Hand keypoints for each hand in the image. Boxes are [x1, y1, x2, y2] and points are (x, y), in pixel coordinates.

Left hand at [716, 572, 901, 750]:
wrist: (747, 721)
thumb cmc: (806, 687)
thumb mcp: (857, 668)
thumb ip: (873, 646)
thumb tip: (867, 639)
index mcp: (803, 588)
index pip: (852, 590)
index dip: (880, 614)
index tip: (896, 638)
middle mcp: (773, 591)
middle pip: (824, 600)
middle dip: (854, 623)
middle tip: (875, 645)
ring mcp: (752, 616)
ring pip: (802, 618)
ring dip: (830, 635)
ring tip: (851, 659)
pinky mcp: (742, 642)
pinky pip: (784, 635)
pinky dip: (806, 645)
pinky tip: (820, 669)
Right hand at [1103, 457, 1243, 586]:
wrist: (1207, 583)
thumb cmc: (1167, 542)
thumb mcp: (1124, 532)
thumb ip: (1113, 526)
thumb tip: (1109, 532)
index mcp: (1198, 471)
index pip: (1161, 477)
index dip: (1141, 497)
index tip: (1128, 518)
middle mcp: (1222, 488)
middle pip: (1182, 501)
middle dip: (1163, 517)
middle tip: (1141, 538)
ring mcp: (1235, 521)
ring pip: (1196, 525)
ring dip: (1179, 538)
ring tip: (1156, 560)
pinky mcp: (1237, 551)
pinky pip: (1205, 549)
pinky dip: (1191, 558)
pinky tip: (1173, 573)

·····

The required output is every line of the entries, starting at the one that contains "ring dip: (830, 635)" and ending at the last, copied exactly.

■ **Answer for the task**:
ring dip: (830, 635)
ring tip: (851, 659)
pinky mcp: (742, 642)
pinky pip: (784, 635)
pinky dip: (806, 645)
pinky tip: (820, 669)
Right hand at [1103, 457, 1243, 586]:
wrist: (1207, 583)
thumb cmc: (1167, 542)
thumb mcp: (1124, 532)
thumb ip: (1113, 526)
thumb tip: (1109, 532)
index mcp: (1198, 471)
index pip: (1161, 477)
index dip: (1141, 497)
index tip: (1128, 518)
middle mcp: (1222, 488)
middle pip: (1182, 501)
middle dip: (1163, 517)
middle tip: (1141, 538)
ring mcp: (1235, 521)
ring pip: (1196, 525)
ring dip: (1179, 538)
ring tip: (1156, 560)
pinky mcp: (1237, 551)
pinky pip: (1205, 549)
pinky dip: (1191, 558)
pinky tip: (1173, 573)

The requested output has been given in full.